**ASSIGNMENT:**
Word for word, give the data again without its pictures.
================
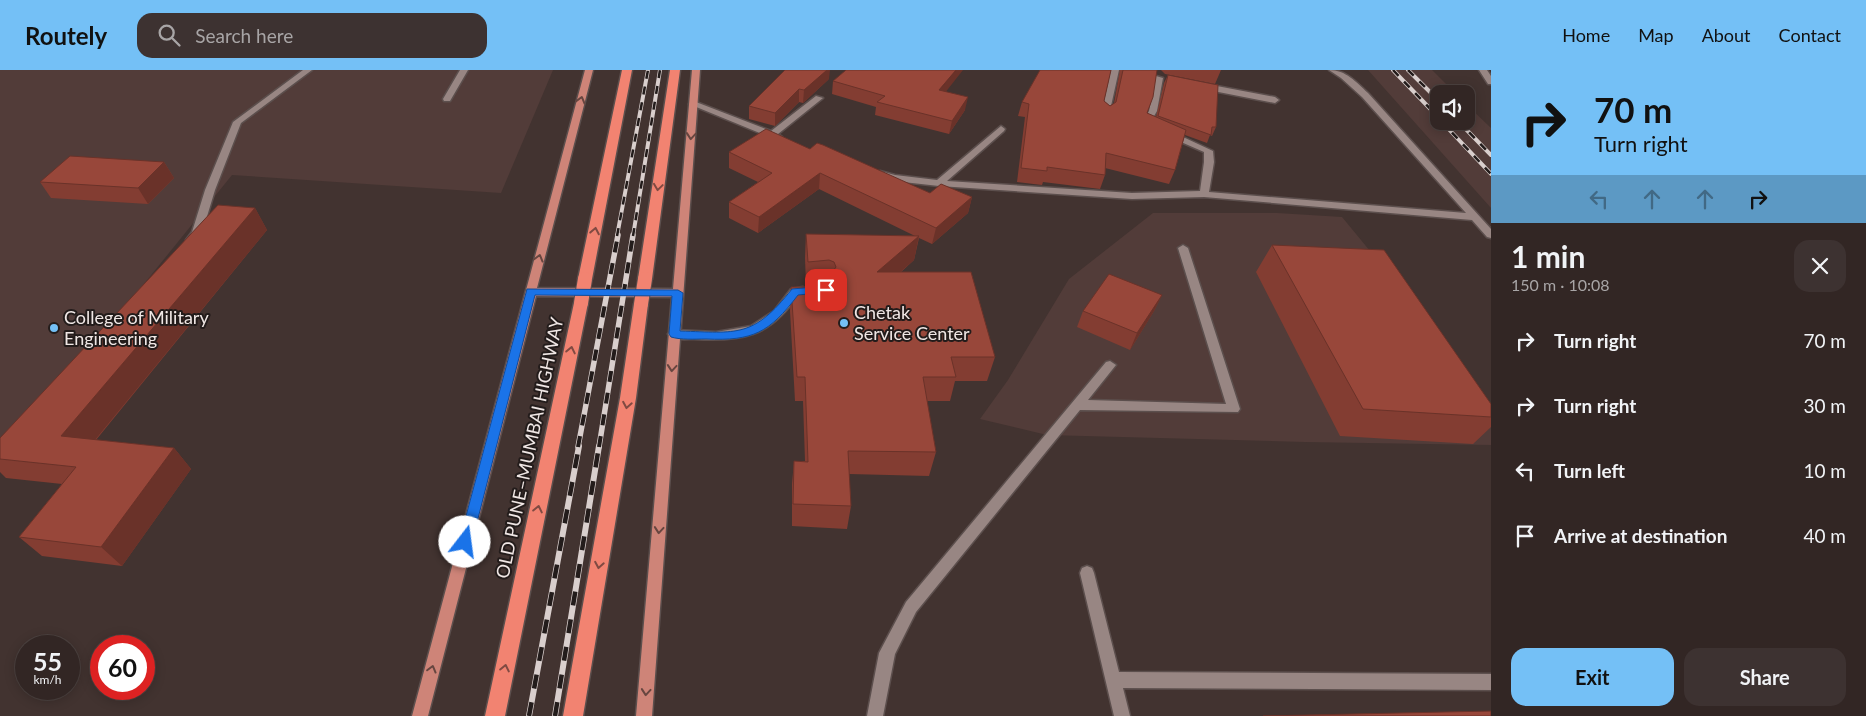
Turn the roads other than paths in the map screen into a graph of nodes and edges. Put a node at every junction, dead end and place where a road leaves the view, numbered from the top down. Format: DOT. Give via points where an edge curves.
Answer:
graph roads {
  1 [pos="308,70"];
  2 [pos="464,70"];
  3 [pos="589,70"];
  4 [pos="627,70"];
  5 [pos="675,70"];
  6 [pos="696,70"];
  7 [pos="1115,70"];
  8 [pos="1333,70"];
  9 [pos="1482,70"];
  10 [pos="1160,76"];
  11 [pos="1491,82"];
  12 [pos="1188,84"];
  13 [pos="819,98"];
  14 [pos="447,99"];
  15 [pos="1275,100"];
  16 [pos="693,104"];
  17 [pos="1105,115"];
  18 [pos="1001,130"];
  19 [pos="772,135"];
  20 [pos="786,142"];
  21 [pos="868,171"];
  22 [pos="939,183"];
  23 [pos="1204,194"];
  24 [pos="1475,218"];
  25 [pos="1491,235"];
  26 [pos="186,247"];
  27 [pos="1183,248"];
  28 [pos="818,290"];
  29 [pos="531,292"];
  30 [pos="678,293"];
  31 [pos="674,334"];
  32 [pos="1110,365"];
  33 [pos="1078,405"];
  34 [pos="1087,573"];
  35 [pos="1114,680"];
  36 [pos="1491,682"];
  37 [pos="420,716"];
  38 [pos="495,716"];
  39 [pos="573,716"];
  40 [pos="644,716"];
  41 [pos="875,716"];
  42 [pos="1122,716"];
  1 -- 26 [label="street" via="237,122 197,232"];
  2 -- 14 [label="street"];
  29 -- 3 [label="main road, one-way"];
  38 -- 4 [label="highway, OLD PUNE–MUMBAI HIGHWAY, one-way, bridge"];
  5 -- 39 [label="highway, one-way, bridge" via="628,398"];
  6 -- 16 [label="main road"];
  7 -- 17 [label="street"];
  8 -- 24 [label="street" via="1365,95"];
  9 -- 11 [label="street"];
  10 -- 23 [label="street" via="1147,126 1208,150"];
  12 -- 15 [label="street"];
  13 -- 19 [label="street"];
  16 -- 19 [label="street"];
  16 -- 30 [label="main road, one-way"];
  18 -- 22 [label="street"];
  19 -- 20 [label="street"];
  21 -- 22 [label="street" via="894,178"];
  22 -- 23 [label="street" via="1132,196"];
  23 -- 24 [label="street"];
  24 -- 25 [label="street"];
  27 -- 33 [label="street" via="1234,409"];
  28 -- 31 [label="street" via="795,292 778,315 754,330 732,336"];
  29 -- 30 [label="main road"];
  37 -- 29 [label="main road, one-way"];
  30 -- 31 [label="main road"];
  31 -- 40 [label="main road, one-way"];
  32 -- 33 [label="street"];
  33 -- 41 [label="street" via="911,608 887,653"];
  34 -- 35 [label="street"];
  35 -- 36 [label="street"];
  35 -- 42 [label="street"];
}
================
**SOLUTION FOR THIS EXERCISE:**
Turn the roads other than paths in the map screen into a graph of nodes and edges. Put a node at every junction, dead end and place where a road leaves the view, numbered from the top down. Format: DOT. Give via points where an edge curves.
Answer:
graph roads {
  1 [pos="308,70"];
  2 [pos="464,70"];
  3 [pos="589,70"];
  4 [pos="627,70"];
  5 [pos="675,70"];
  6 [pos="696,70"];
  7 [pos="1115,70"];
  8 [pos="1333,70"];
  9 [pos="1482,70"];
  10 [pos="1160,76"];
  11 [pos="1491,82"];
  12 [pos="1188,84"];
  13 [pos="819,98"];
  14 [pos="447,99"];
  15 [pos="1275,100"];
  16 [pos="693,104"];
  17 [pos="1105,115"];
  18 [pos="1001,130"];
  19 [pos="772,135"];
  20 [pos="786,142"];
  21 [pos="868,171"];
  22 [pos="939,183"];
  23 [pos="1204,194"];
  24 [pos="1475,218"];
  25 [pos="1491,235"];
  26 [pos="186,247"];
  27 [pos="1183,248"];
  28 [pos="818,290"];
  29 [pos="531,292"];
  30 [pos="678,293"];
  31 [pos="674,334"];
  32 [pos="1110,365"];
  33 [pos="1078,405"];
  34 [pos="1087,573"];
  35 [pos="1114,680"];
  36 [pos="1491,682"];
  37 [pos="420,716"];
  38 [pos="495,716"];
  39 [pos="573,716"];
  40 [pos="644,716"];
  41 [pos="875,716"];
  42 [pos="1122,716"];
  1 -- 26 [label="street" via="237,122 197,232"];
  2 -- 14 [label="street"];
  29 -- 3 [label="main road, one-way"];
  38 -- 4 [label="highway, OLD PUNE–MUMBAI HIGHWAY, one-way, bridge"];
  5 -- 39 [label="highway, one-way, bridge" via="628,398"];
  6 -- 16 [label="main road"];
  7 -- 17 [label="street"];
  8 -- 24 [label="street" via="1365,95"];
  9 -- 11 [label="street"];
  10 -- 23 [label="street" via="1147,126 1208,150"];
  12 -- 15 [label="street"];
  13 -- 19 [label="street"];
  16 -- 19 [label="street"];
  16 -- 30 [label="main road, one-way"];
  18 -- 22 [label="street"];
  19 -- 20 [label="street"];
  21 -- 22 [label="street" via="894,178"];
  22 -- 23 [label="street" via="1132,196"];
  23 -- 24 [label="street"];
  24 -- 25 [label="street"];
  27 -- 33 [label="street" via="1234,409"];
  28 -- 31 [label="street" via="795,292 778,315 754,330 732,336"];
  29 -- 30 [label="main road"];
  37 -- 29 [label="main road, one-way"];
  30 -- 31 [label="main road"];
  31 -- 40 [label="main road, one-way"];
  32 -- 33 [label="street"];
  33 -- 41 [label="street" via="911,608 887,653"];
  34 -- 35 [label="street"];
  35 -- 36 [label="street"];
  35 -- 42 [label="street"];
}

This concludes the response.